Но Алехину учеба давалась без натуги (за исключением математики). Особенно по душе юному гимназисту приходились гуманитарные науки и иностранные языки. Павел Попов, который дружил с Алехиным в гимназии, а позже стал профессором в МГУ, рассказывал, что однокашник писал очень вдумчивые сочинения, его французский был образцовым, а Готье выделял его среди остальных учеников, поражаясь глубокими историческими познаниями2.

Но даже любимые предметы не занимали его ум денно и нощно, так что Алехин из кожи вон не лез. Когда другие ученики вечерами напролет корпели над гимназическими учебниками, Тиша предпочитал уединяться в комнате с шахматами или просматривать корреспонденцию с другими игроками. А чтобы не попасть впросак на уроке, ему достаточно было перед занятием пробежаться по страницам учебника. Иной раз он позволял себе снисходительные, даже дерзкие реплики в адрес некоторых учителей, как будто ставил себя выше; к сверстникам – даже друзьям – тоже мог проявлять пренебрежение и строить им козни – возможно, оттого, что видел себя совсем в другом месте, за доской, либо же не считал их себе ровней. Во время урока он почти всегда украдкой изучал партии и решал занятные шахматные задачки, которые быстро научился составлять сам.

Попов отмечал фирменную непоседливость Алехина: мальчишка дергался по любому поводу и без, никак не мог найти себе места, даже когда сидел за партой во время какой-нибудь сложной лекции, требующей внимания. Поэт Всеволод Рождественский нашел этому его перевозбужденному состоянию возможное объяснение. Алехин лично рассказывал приятелю, что многие его беды были связаны с исключительной памятью (тут уместно снова вспомнить бедолагу Пильсбери). Тиша и рад был расслабиться, но что он мог поделать, если мозг впитывал как губка абсолютно все, включая постные лица, увиденные вскользь в трамвае, или фразы со скучных дорожных вывесок. При всем желании Тиши выкинуть весь этот мусор из головы у него мало что получалось. Вероятно, шахматы помогали ему хоть ненадолго отвлекаться от цунами мыслей и ненужных воспоминаний, которые одолевали его.

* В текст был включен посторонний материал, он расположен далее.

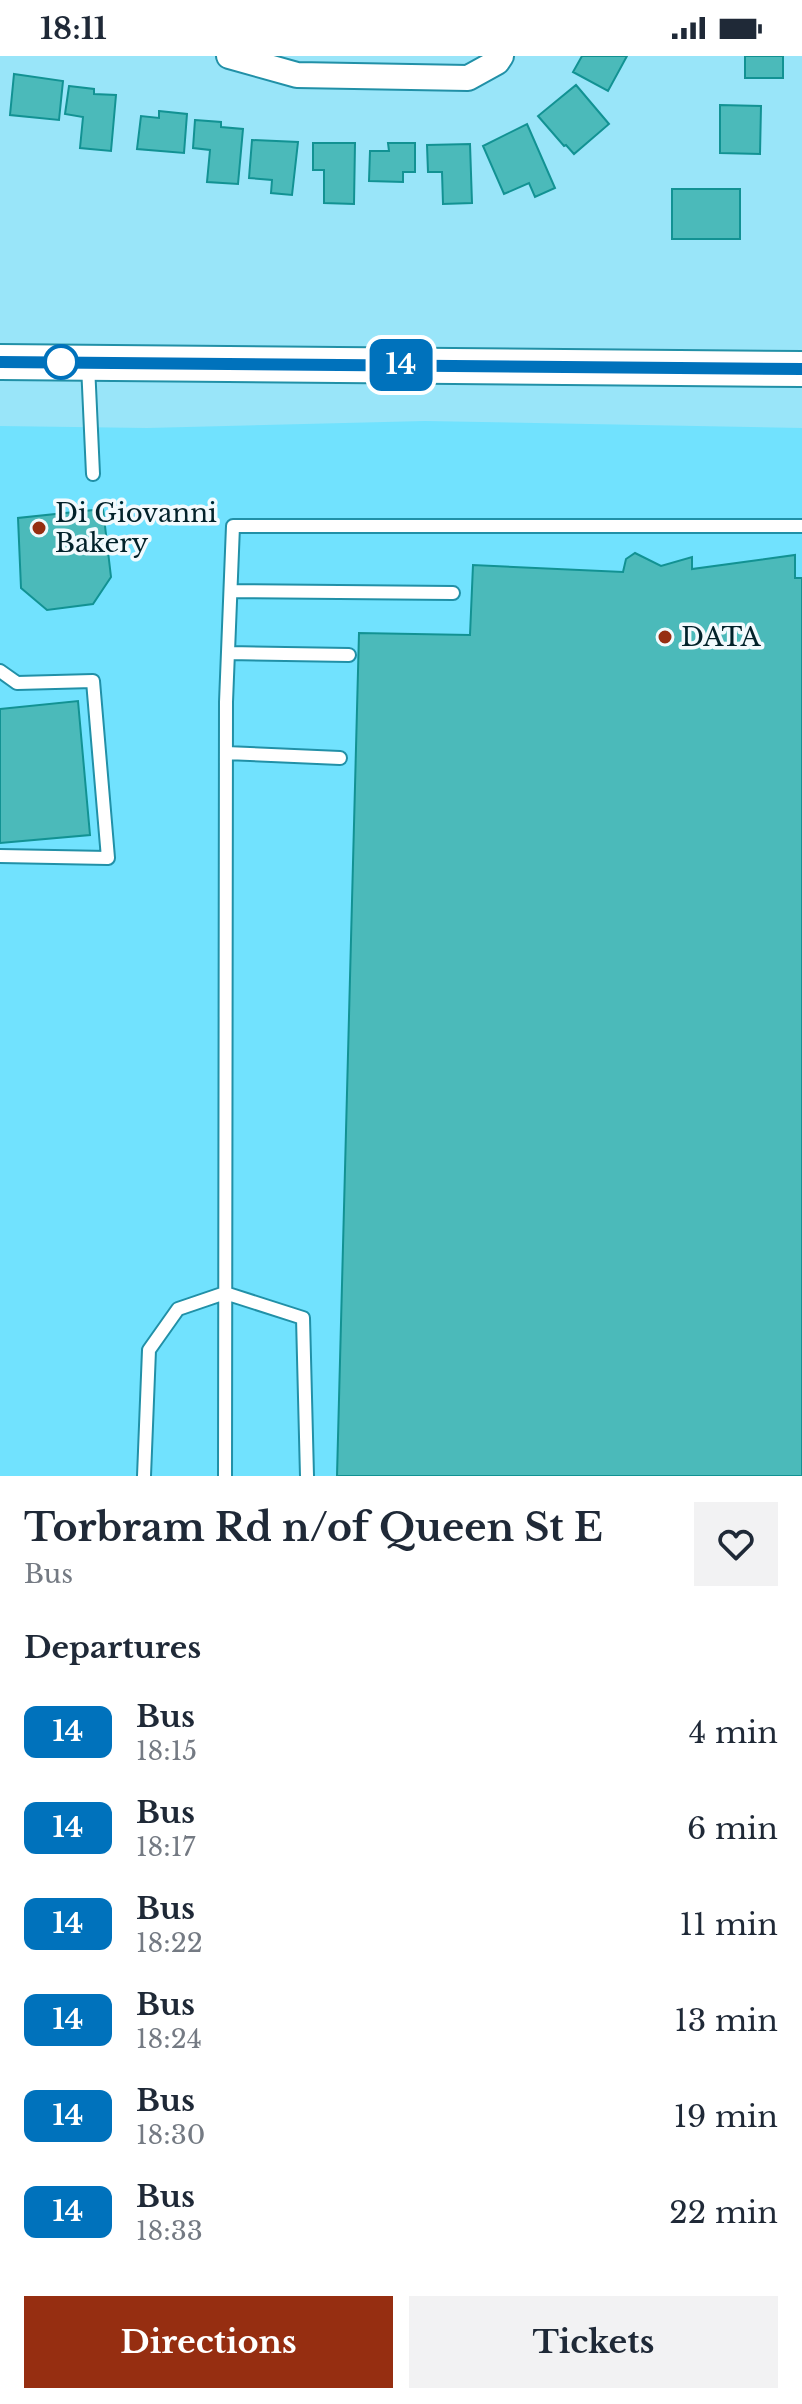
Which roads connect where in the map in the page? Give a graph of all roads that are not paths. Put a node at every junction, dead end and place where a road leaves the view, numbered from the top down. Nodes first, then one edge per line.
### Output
1 (229, 56) edge
2 (501, 56) edge
3 (0, 362) edge
4 (88, 362) junction
5 (802, 369) edge
6 (93, 474) dead end
7 (802, 526) edge
8 (231, 591) junction
9 (453, 593) dead end
10 (228, 653) junction
11 (349, 655) dead end
12 (0, 671) edge
13 (226, 753) junction
14 (340, 758) dead end
15 (0, 856) edge
16 (225, 1293) junction
17 (144, 1476) edge
18 (225, 1476) edge
19 (307, 1476) edge

1 - 2 street
3 - 4 main road
4 - 5 main road
4 - 6 lane
7 - 8 lane
8 - 9 lane
8 - 10 lane
10 - 11 lane
10 - 13 lane
12 - 15 lane
13 - 14 lane
13 - 16 lane
16 - 17 lane
16 - 18 lane
16 - 19 lane

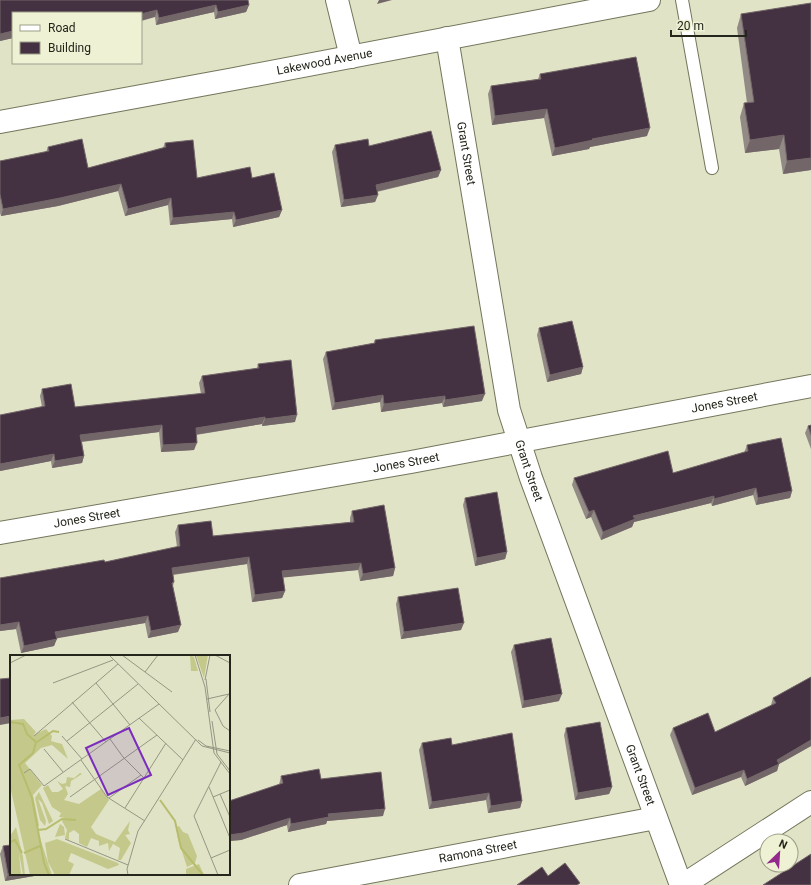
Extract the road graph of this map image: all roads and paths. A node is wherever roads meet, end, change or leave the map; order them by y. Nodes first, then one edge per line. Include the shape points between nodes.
1 (337, 0) edge
2 (649, 0) edge
3 (682, 0) edge
4 (447, 38) junction
5 (351, 57) junction
6 (0, 122) edge
7 (712, 168) dead end
8 (811, 386) edge
9 (518, 441) junction
10 (0, 533) edge
11 (811, 802) edge
12 (656, 818) junction
13 (300, 885) edge
14 (682, 885) edge

1 - 5 street
2 - 4 street, Lakewood Avenue
3 - 7 lane
4 - 5 street, Lakewood Avenue
4 - 9 street, Grant Street via 509,410
5 - 6 street, Lakewood Avenue
8 - 9 street, Jones Street
9 - 10 street, Jones Street
9 - 12 street, Grant Street
11 - 14 street
12 - 13 street, Ramona Street
12 - 14 street, Grant Street

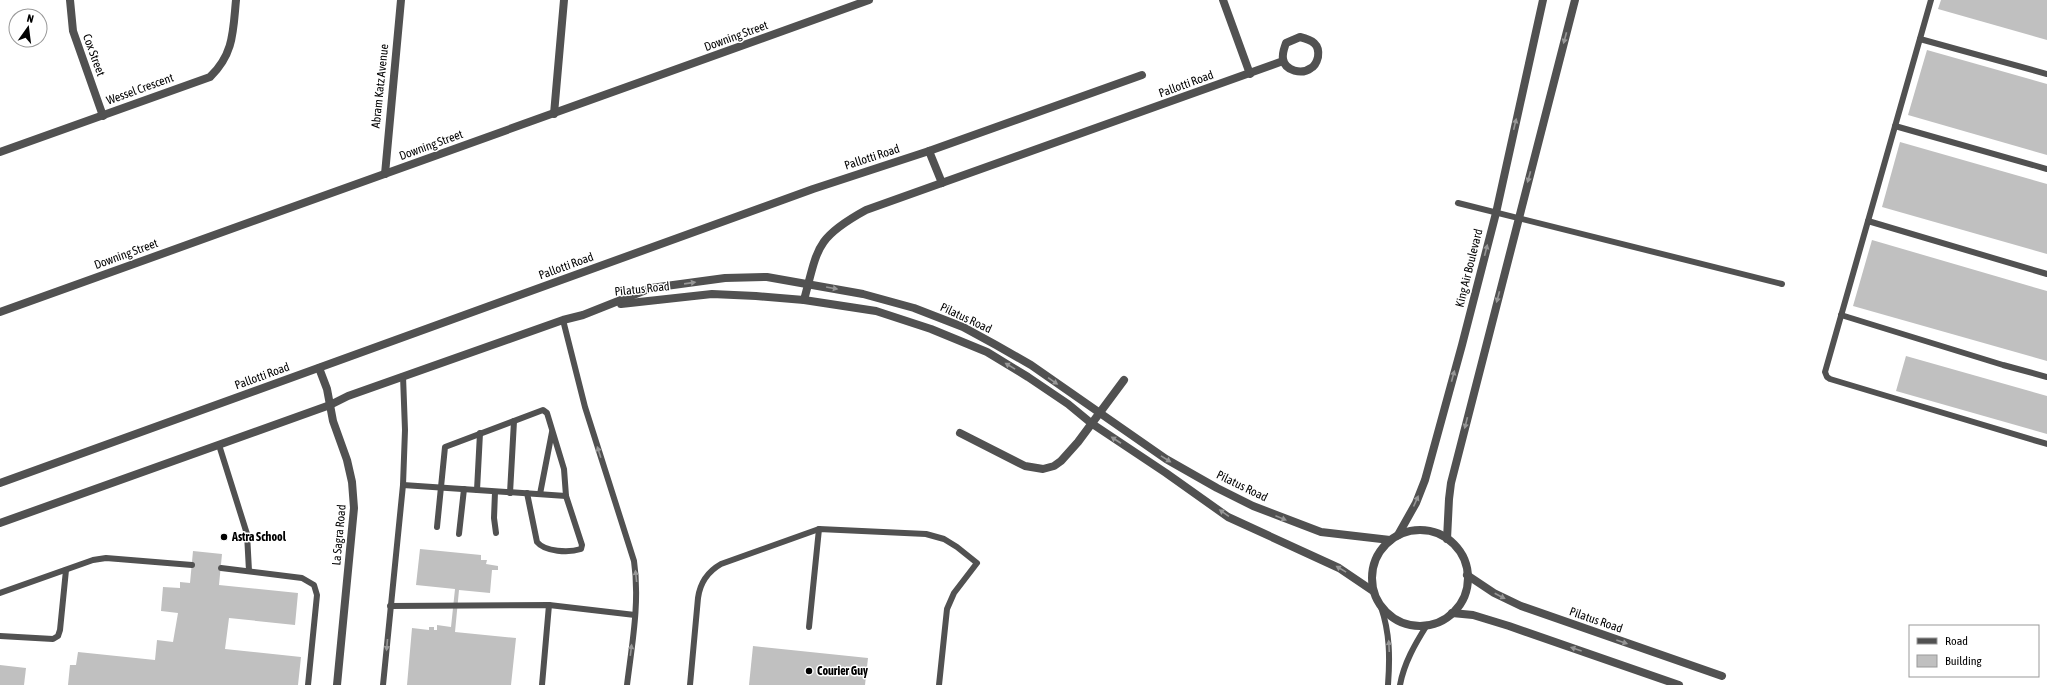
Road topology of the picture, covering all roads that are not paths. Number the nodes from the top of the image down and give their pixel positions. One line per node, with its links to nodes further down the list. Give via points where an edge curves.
1 (70, 0): 16 (street, Cox Street, via 73,31)
2 (236, 0): 16 (street, Wessel Crescent, via 231,43 220,67 210,77)
3 (401, 0): 21 (street, Abram Katz Avenue)
4 (564, 0): 15 (street)
5 (1223, 0): 12 (street)
6 (1543, 0): 24 (street, King Air Boulevard, one-way to 6)
7 (1575, 0): 25 (street, one-way to 25)
8 (1931, 0): 10 (lane)
9 (865, 1): 15 (street, Downing Street)
10 (1920, 39): 13 (lane); 17 (lane)
11 (1283, 61): 11 (street, via 1286,43 1293,39 1309,39 1317,45 1319,52 1312,68 1302,72 1292,70); 12 (street, Pallotti Road)
12 (1250, 74): 22 (street, Pallotti Road)
13 (2047, 74)
14 (1142, 75): 18 (street, Pallotti Road)
15 (554, 114): 21 (street, Downing Street)
16 (103, 116): 19 (street, Wessel Crescent)
17 (1895, 126): 20 (lane); 26 (lane)
18 (929, 151): 22 (street); 35 (street, Pallotti Road, via 813,189)
19 (0, 152)
20 (2047, 170)
21 (385, 174): 32 (street, Downing Street)
22 (942, 183): 28 (street, Pallotti Road, via 866,210 843,223 820,246)
23 (1458, 203): 24 (lane)
24 (1496, 213): 25 (lane); 63 (street, King Air Boulevard, one-way to 24, via 1416,503 1425,480)
25 (1518, 219): 29 (lane); 64 (street, one-way to 64, via 1451,483)
26 (1868, 221): 27 (lane); 33 (lane)
27 (2047, 274)
28 (808, 284): 30 (street, Pallotti Road); 31 (street, Pilatus Road, one-way to 28, via 651,288 725,278 767,277); 40 (street, Pilatus Road, one-way to 40, via 863,294 914,308 963,327 1031,365)
29 (1782, 284)
30 (804, 300): 31 (street, Pilatus Road, via 712,294); 42 (street, Pilatus Road, one-way to 30, via 1068,404 987,352 931,329 876,311)
31 (610, 305): 34 (street)
32 (0, 312)
33 (1841, 315): 37 (lane, via 2002,365); 46 (lane, via 1825,372 1827,377)
34 (563, 320): 36 (street); 77 (lane, one-way to 34, via 637,580 634,561 585,407)
35 (318, 368): 39 (street, La Sagra Road, via 327,389); 48 (street, Pallotti Road)
36 (404, 376): 39 (street); 49 (lane)
37 (2047, 376)
38 (1124, 380): 40 (street)
39 (330, 405): 47 (street); 83 (street, La Sagra Road, via 350,475 354,508)
40 (1099, 413): 42 (street); 65 (street, Pilatus Road, one-way to 65, via 1166,459 1253,506 1321,532)
41 (514, 421): 43 (lane, via 543,410 547,413); 44 (lane); 54 (lane)
42 (1091, 423): 45 (street, via 1061,461 1043,469 1025,466); 71 (street, Pilatus Road, one-way to 42, via 1339,568 1228,517)
43 (552, 431): 56 (lane); 57 (lane, via 564,469)
44 (480, 433): 50 (lane, via 445,447); 52 (lane)
45 (960, 433)
46 (2047, 444)
47 (219, 445): 58 (street); 69 (lane, via 247,534)
48 (0, 483)
49 (403, 485): 50 (lane); 74 (lane)
50 (441, 488): 51 (lane); 59 (lane)
51 (464, 490): 52 (lane); 62 (lane)
52 (476, 490): 53 (lane)
53 (495, 492): 54 (lane); 61 (lane)
54 (510, 493): 55 (lane)
55 (527, 494): 56 (lane); 57 (lane, via 537,542 546,549 577,550 581,549 582,545)
56 (540, 494): 57 (lane)
57 (566, 496)
58 (0, 523)
59 (437, 527)
60 (819, 529): 79 (lane); 87 (lane, via 721,564 704,578 699,588); 88 (lane, via 926,534 944,539 977,563 954,593 948,609)
61 (496, 533)
62 (458, 534)
63 (1398, 535): 64 (street, via 1418,530 1428,531); 65 (street)
64 (1447, 539): 70 (street, via 1458,549 1465,561)
65 (1390, 540): 71 (street, via 1377,556 1373,567)
66 (192, 565): 68 (lane, via 106,558)
67 (221, 568): 69 (lane)
68 (66, 570): 72 (lane); 80 (lane, via 58,636 53,639)
69 (249, 571): 82 (lane, via 302,578 314,585 317,595)
70 (1467, 575): 76 (street, via 1466,589 1461,602); 81 (street, Pilatus Road, one-way to 81, via 1494,593 1521,606)
71 (1373, 591): 75 (street)
72 (0, 593)
73 (549, 605): 74 (lane); 77 (lane); 85 (lane)
74 (390, 606): 84 (lane, one-way to 84)
75 (1381, 607): 78 (street, via 1395,619 1412,625); 89 (lane, one-way to 75, via 1388,625)
76 (1452, 613): 78 (street, via 1440,621); 91 (street, one-way to 76, via 1509,626 1473,615)
77 (635, 615): 86 (lane, one-way to 77)
78 (1427, 625): 90 (lane, via 1403,669)
79 (809, 627)
80 (0, 636)
81 (1722, 676)
82 (308, 685)
83 (336, 685)
84 (383, 685)
85 (542, 685)
86 (627, 685)
87 (690, 685)
88 (939, 685)
89 (1388, 685)
90 (1400, 685)
91 (1679, 685)

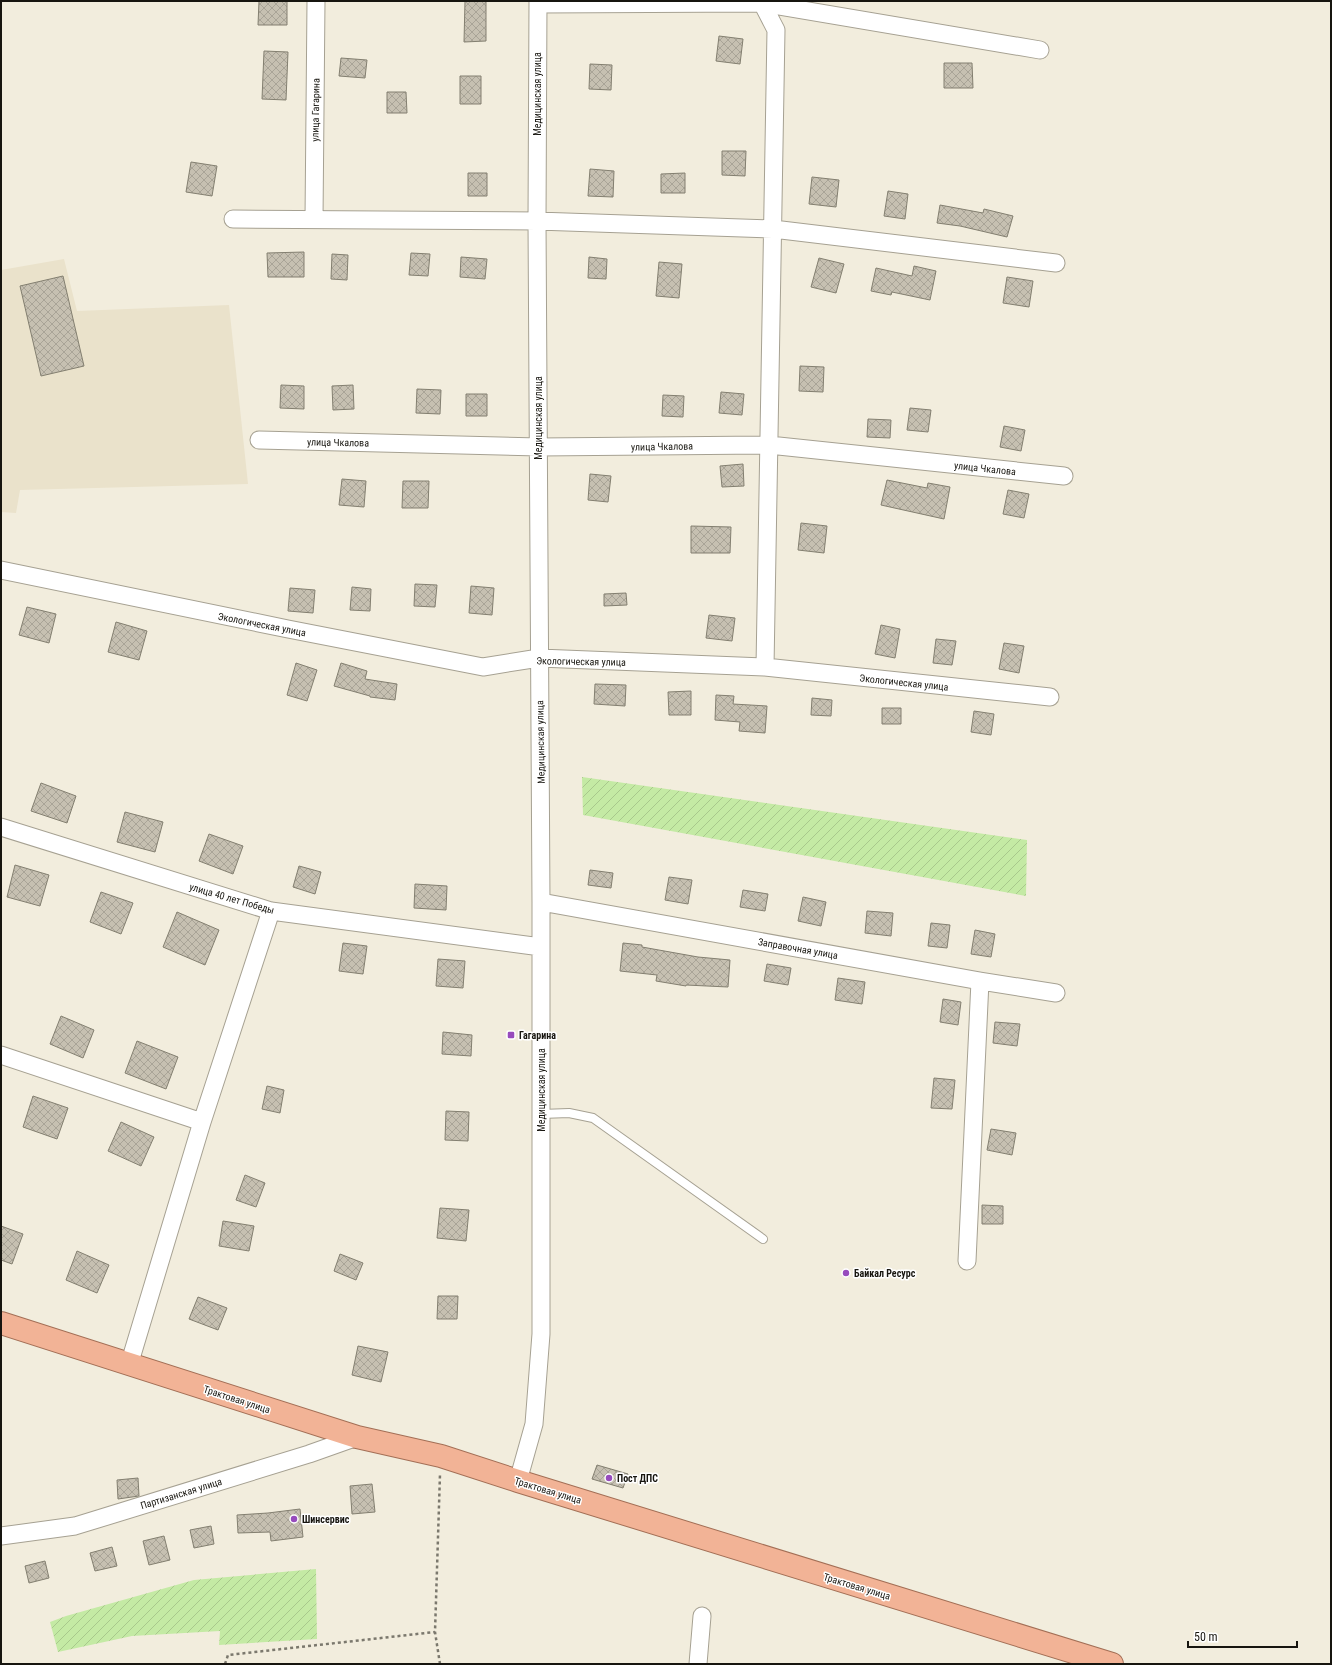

Поливановская гимназия, 1885 год

«Весь углубленный в свои шахматные дела, Алехин настолько выключался из окружающей его среды, что не всегда ясно сознавал, где он находится и какой идет урок, – рассказывал Георгий Римский-Корсаков. – Бывало, вдруг начнет вставать из-за парты. Класс затихал и напряженно ждал, что будет дальше. Постояв немного с растерянным видом, Алехин вдруг издавал радостное “Ага!”, быстро хватал ручку и записывал придуманный ход. Если преподаватель задавал ему вопрос, то он, услышав свою фамилию, быстро вскакивал и некоторое время стоял молча, обводя класс прищуренными глазами, как бы стараясь понять, где он находится и что от него требуют. Все это происходило не больше секунды, после чего лицо Александра прояснялось, и на повторный вопрос учителя он отвечал быстро и безошибочно».